Restless Sea

Restless Sea
Watercolor, gouache, and casein on 300 lb paper, 4.25″ x 7.5″

I happened to look at the recent painting Fading Quietude upside down and thought it looked very much like either a sea with rocks or a mountain scene with foggy clouds. So I reimagined that same upside down composition as this seascape.

Friday is nearly over, the sun is setting, and it’s almost time for my own Sabbath rest, but the world at large, like this sea, doesn’t look like it’s going to rest anytime soon.

The paints are the same as before. The white in the small plastic container is the casein titanium white, which I’ve found works far better than either watercolor or gouache whites, as those both significantly lose opacity as they dry.

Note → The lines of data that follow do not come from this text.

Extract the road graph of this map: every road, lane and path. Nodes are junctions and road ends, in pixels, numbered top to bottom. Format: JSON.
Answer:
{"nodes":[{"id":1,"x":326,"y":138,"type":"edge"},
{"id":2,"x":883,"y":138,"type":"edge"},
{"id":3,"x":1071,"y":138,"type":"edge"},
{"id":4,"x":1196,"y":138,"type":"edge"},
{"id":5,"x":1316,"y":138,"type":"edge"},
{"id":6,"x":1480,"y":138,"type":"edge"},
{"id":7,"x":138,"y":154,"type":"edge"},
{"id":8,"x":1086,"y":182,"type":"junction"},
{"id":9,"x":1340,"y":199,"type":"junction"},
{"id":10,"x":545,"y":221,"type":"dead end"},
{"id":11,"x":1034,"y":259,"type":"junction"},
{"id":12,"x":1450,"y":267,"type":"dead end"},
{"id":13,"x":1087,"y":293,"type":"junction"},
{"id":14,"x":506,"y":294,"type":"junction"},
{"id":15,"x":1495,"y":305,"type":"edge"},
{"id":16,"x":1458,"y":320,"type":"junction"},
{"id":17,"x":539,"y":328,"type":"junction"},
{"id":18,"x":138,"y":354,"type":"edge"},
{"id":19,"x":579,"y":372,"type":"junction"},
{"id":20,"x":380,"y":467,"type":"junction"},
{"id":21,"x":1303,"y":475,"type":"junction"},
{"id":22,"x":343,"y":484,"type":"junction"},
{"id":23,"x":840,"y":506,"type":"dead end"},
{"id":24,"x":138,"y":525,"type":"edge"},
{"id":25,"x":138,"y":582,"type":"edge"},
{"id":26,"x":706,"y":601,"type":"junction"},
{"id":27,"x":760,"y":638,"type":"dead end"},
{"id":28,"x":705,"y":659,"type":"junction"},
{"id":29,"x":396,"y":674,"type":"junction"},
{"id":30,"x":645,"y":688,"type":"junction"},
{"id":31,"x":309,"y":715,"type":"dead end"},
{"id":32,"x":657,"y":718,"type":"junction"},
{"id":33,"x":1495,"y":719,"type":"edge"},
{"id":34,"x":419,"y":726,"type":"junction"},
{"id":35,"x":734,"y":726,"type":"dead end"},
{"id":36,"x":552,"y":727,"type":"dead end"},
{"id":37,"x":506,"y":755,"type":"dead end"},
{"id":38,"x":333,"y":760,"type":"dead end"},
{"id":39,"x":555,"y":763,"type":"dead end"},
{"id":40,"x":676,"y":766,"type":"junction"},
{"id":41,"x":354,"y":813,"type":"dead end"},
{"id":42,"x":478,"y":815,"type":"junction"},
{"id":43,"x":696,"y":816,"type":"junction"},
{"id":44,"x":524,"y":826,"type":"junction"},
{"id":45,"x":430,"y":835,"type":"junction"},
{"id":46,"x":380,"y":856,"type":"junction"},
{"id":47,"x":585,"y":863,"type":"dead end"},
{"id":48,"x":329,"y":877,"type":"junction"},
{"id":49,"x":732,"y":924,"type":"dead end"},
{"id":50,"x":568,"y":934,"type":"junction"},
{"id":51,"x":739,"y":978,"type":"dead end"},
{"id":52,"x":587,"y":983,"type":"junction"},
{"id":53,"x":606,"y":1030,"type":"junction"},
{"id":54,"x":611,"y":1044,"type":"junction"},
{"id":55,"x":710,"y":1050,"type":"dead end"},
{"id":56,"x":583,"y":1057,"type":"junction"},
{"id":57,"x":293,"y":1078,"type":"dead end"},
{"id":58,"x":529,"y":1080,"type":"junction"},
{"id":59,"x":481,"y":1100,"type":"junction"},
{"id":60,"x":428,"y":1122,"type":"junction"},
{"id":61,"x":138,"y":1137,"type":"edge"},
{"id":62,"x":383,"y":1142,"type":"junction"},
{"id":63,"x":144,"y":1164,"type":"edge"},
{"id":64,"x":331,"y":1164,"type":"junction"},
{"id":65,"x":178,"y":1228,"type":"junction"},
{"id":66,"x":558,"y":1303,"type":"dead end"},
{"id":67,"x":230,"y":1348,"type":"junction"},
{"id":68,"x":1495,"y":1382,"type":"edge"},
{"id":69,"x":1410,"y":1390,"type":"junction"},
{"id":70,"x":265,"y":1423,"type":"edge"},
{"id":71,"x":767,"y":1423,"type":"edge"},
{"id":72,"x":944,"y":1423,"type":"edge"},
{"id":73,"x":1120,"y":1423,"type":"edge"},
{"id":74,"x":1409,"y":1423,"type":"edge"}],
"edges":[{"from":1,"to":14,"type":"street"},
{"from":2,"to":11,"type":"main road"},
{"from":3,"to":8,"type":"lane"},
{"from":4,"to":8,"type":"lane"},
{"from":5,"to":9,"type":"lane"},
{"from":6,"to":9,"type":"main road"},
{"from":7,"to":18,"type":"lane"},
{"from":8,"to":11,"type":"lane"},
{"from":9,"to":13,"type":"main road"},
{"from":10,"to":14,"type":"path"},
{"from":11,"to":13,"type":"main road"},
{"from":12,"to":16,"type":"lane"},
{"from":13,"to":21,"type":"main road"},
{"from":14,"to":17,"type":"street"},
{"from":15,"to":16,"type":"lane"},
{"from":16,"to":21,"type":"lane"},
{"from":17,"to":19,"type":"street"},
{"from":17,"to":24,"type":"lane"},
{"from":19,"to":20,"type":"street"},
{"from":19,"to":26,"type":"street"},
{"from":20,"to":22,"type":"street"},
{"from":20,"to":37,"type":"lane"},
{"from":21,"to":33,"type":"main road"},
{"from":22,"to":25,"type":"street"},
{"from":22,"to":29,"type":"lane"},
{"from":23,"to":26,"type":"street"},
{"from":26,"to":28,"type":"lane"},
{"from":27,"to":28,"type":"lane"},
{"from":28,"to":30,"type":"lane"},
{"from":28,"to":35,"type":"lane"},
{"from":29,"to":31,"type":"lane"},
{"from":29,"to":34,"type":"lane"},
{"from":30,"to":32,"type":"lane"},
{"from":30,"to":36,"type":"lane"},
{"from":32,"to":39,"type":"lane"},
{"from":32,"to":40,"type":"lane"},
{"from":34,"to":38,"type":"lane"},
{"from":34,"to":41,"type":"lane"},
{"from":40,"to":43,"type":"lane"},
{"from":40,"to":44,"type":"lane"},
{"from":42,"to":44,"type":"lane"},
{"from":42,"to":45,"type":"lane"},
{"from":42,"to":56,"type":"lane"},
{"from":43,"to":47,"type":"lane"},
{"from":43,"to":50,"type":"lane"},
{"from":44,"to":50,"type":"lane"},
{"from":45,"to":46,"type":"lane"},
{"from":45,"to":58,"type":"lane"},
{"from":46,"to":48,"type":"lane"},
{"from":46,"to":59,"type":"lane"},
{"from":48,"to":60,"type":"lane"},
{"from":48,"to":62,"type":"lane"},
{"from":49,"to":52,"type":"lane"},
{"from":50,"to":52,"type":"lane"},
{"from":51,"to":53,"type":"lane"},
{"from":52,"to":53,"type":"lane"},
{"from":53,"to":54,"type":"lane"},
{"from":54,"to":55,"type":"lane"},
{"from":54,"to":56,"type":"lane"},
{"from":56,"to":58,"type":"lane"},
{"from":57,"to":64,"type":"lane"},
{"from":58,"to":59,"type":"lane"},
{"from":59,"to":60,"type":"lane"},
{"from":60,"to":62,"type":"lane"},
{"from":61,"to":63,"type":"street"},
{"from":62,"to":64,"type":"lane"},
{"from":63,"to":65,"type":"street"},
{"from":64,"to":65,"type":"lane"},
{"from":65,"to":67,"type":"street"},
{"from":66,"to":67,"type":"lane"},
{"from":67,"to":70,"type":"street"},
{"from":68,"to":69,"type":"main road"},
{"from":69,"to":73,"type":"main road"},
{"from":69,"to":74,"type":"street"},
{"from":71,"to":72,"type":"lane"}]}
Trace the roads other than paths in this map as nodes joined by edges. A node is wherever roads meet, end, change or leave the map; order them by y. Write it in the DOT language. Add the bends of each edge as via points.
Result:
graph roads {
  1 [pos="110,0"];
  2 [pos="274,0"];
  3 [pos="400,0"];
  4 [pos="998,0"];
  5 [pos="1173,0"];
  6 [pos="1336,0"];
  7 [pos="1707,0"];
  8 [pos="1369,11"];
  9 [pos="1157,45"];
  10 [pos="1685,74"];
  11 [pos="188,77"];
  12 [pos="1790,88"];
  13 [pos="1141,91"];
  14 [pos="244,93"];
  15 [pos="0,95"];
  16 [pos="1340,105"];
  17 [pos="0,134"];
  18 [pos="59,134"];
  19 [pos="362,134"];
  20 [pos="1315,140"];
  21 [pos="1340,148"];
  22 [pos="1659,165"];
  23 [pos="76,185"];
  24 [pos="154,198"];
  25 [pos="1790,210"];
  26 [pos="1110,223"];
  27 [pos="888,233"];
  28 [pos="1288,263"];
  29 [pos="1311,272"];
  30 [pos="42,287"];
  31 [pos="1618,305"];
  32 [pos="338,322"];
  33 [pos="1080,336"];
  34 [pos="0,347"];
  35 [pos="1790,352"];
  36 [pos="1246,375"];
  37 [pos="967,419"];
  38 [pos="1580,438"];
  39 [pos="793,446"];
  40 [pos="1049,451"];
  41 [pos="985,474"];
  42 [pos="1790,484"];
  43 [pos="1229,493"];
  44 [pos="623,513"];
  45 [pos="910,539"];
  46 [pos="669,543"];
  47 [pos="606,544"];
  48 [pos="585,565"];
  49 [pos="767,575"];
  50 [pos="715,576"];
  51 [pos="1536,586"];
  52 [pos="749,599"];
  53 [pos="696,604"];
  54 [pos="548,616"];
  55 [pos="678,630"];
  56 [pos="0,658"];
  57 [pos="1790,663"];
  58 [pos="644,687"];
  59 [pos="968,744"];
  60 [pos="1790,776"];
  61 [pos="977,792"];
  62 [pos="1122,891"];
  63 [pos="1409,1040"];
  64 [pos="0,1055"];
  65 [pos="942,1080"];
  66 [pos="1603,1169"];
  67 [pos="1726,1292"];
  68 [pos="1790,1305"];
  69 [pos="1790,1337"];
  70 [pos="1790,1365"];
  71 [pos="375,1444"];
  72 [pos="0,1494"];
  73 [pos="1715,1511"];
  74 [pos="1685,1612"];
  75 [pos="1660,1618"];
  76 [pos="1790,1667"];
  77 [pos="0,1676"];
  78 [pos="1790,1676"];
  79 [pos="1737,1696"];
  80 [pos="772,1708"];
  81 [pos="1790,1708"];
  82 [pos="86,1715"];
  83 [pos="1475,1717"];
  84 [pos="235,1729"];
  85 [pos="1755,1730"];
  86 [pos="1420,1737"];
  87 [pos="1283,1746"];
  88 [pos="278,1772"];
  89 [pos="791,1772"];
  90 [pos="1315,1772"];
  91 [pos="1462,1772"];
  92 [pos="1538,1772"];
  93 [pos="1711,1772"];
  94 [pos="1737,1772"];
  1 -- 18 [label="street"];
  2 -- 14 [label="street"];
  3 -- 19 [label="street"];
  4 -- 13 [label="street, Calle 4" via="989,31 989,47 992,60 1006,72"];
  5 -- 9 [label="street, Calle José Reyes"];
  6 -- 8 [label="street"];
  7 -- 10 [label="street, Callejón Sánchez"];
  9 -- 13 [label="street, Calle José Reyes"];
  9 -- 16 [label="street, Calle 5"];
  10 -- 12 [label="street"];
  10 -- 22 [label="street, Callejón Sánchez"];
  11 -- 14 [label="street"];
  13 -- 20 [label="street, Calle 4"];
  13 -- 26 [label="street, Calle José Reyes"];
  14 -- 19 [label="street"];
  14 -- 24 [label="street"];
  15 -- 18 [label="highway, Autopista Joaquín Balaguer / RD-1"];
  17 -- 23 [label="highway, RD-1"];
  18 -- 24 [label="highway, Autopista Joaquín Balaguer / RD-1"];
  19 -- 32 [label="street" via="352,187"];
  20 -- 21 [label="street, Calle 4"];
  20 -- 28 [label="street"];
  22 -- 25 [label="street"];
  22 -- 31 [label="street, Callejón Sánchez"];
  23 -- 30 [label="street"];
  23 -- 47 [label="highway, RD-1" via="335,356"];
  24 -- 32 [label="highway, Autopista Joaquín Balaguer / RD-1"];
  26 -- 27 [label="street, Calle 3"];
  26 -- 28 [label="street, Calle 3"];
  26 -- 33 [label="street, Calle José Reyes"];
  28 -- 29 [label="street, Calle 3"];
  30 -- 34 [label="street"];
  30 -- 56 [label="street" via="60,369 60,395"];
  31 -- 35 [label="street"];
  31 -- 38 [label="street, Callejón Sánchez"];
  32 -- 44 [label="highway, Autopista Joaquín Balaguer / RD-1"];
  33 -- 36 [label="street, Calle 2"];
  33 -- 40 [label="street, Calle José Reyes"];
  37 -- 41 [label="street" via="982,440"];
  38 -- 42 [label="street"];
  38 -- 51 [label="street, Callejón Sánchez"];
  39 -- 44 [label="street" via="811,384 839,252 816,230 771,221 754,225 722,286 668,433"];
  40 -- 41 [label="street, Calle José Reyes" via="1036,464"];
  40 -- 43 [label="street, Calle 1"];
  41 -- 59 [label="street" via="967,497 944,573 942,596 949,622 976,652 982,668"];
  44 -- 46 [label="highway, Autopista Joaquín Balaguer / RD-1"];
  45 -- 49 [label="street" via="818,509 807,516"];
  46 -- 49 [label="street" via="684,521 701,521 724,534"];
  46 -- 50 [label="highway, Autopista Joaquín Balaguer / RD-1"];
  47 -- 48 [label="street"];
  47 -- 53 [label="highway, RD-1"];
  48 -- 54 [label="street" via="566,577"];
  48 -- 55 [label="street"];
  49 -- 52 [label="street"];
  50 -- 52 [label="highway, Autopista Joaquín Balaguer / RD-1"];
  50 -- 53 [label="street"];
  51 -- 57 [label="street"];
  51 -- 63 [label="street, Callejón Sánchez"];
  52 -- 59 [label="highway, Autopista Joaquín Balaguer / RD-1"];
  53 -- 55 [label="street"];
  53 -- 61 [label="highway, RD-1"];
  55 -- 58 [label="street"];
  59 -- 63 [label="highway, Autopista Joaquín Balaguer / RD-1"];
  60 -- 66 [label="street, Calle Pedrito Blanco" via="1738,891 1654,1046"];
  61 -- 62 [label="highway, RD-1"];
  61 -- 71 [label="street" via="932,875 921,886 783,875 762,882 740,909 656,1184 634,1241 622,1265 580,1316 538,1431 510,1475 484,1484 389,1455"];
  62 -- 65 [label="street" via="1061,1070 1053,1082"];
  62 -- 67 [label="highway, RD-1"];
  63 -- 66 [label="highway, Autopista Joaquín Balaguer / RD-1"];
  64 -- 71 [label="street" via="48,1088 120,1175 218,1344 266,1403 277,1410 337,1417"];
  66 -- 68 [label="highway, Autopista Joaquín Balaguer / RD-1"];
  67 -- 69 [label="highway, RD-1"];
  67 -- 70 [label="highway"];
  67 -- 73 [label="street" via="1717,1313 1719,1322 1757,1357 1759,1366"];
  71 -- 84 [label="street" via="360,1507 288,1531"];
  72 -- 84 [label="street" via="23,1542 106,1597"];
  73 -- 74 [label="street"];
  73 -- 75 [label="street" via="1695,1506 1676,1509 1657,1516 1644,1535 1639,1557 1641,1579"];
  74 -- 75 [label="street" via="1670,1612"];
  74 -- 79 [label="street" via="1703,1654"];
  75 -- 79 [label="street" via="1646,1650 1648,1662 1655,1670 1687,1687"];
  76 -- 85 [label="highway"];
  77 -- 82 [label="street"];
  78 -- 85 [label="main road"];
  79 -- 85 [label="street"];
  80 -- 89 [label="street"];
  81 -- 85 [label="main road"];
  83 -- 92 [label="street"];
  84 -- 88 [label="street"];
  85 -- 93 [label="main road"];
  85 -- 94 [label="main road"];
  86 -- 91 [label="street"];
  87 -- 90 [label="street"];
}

For brushes I started with a small ox hair flat from Daniel Smith, but found that I needed a stiffer brush for this paper. This is old paper and I think the sizing on it got too old to work well, causing it to absorb water too fast. A stiff synthetic brush is more usable even if the water is sucked out of it because it doesn’t get floppy like a natural brush. Most of the basic shapes were then finished with a Hwa Hong synthetic filbert brush with much stiffer hairs, especially because it’s difficult to fully rinse out and some old acrylic paint had dried in it. The finer details and color adjustments were finished with a small Robert Simmons titanium round.

Solnedgang om Vinteren, after Ludwig Munthe

Solnedgang om Vinteren, after Ludwig Munthe

Watercolor on paper, 4.25″ x 4.5″

I copied a painting by Ludwig Munthe, seen here, on the back of a different watercolor painting that wasn’t working well. A lot of the paints I used here aren’t normally on my palette. There’s a little white gouache mixed into the paints on the top half of the sky.

Clouds and Waves (finished)

Clouds and Waves Finished

Oil on canvas, 5″ x 7″

Somehow the paint from yesterday evening was already nearly dry this morning. I know burnt umber dries fast but I’m wondering if the marble dust I mixed into the acrylic ground absorbed some of the oil out of the paint.

It’s afternoon now and I decided to glaze over it with a mix of putty (linseed stand oil, walnut oil, marble dust), some more of the burnt umber I made, and then from Daniel Smith I used some transparent blender, genuine lapis lazuli, and zinc white. The lapis lazuli looks good out of the tube but is such a weak paint that it just doesn’t live up to its marketing hype. It’s fairly good at glazing though. I don’t normally do glazing but I like how this worked.

Clouds and Waves

Clouds and Waves

Oil on canvas, 5″ x 7″

Sun setting behind low clouds while waves beat on the rocks.

I painted this using three oil paints that I made recently. The reddish brown I made today using Italian Burnt Umber Warm pigment from Natural Pigments. The black is Iron Oxide Black 306 Bluish, from Kremer Pigments. I also used a little bit of a violet earth pigment, Augite Porphyry Violet Light from Agulis Pigments, but it was mostly covered by the black at the top. The light areas are just the burnt umber scrubbed on thin and then scraped off.

I was using a stiff brush, a Titanium #4 bright from Robert Simmons, which has some dried paint in the bristles to make it extra stiff. It’s one of my favorite brushes.

Before starting this I wanted to smooth the texture of the canvas a little, but for some reason I still haven’t gotten any gesso since I ran out a long time ago. Instead, I took some clear acrylic gel medium and mixed marble dust into it. Then I spread it over this canvas board with a plastic palette knife. It seems to have worked perfectly. The deep gaps between the canvas weave were mostly filled in but there’s still enough tooth that it held the paint well enough.

The burnt umber also has some marble dust in it as an experiment. 🙂

Ocean Cloud

Ocean Cloud

Oil on board, 5″ x 7″

A cloud billowing up from the ocean. I used cobalt blue (Blue Ridge) and titanium white (M Graham). This is still wet but I didn’t want to have to wait to scan it, so I place a coin at each corner with only a tiny bit of the board overlapping onto the coin. This kept the wet paint from touching the scanner’s glass and I only had to crop off the very edges of it with nothing really lost.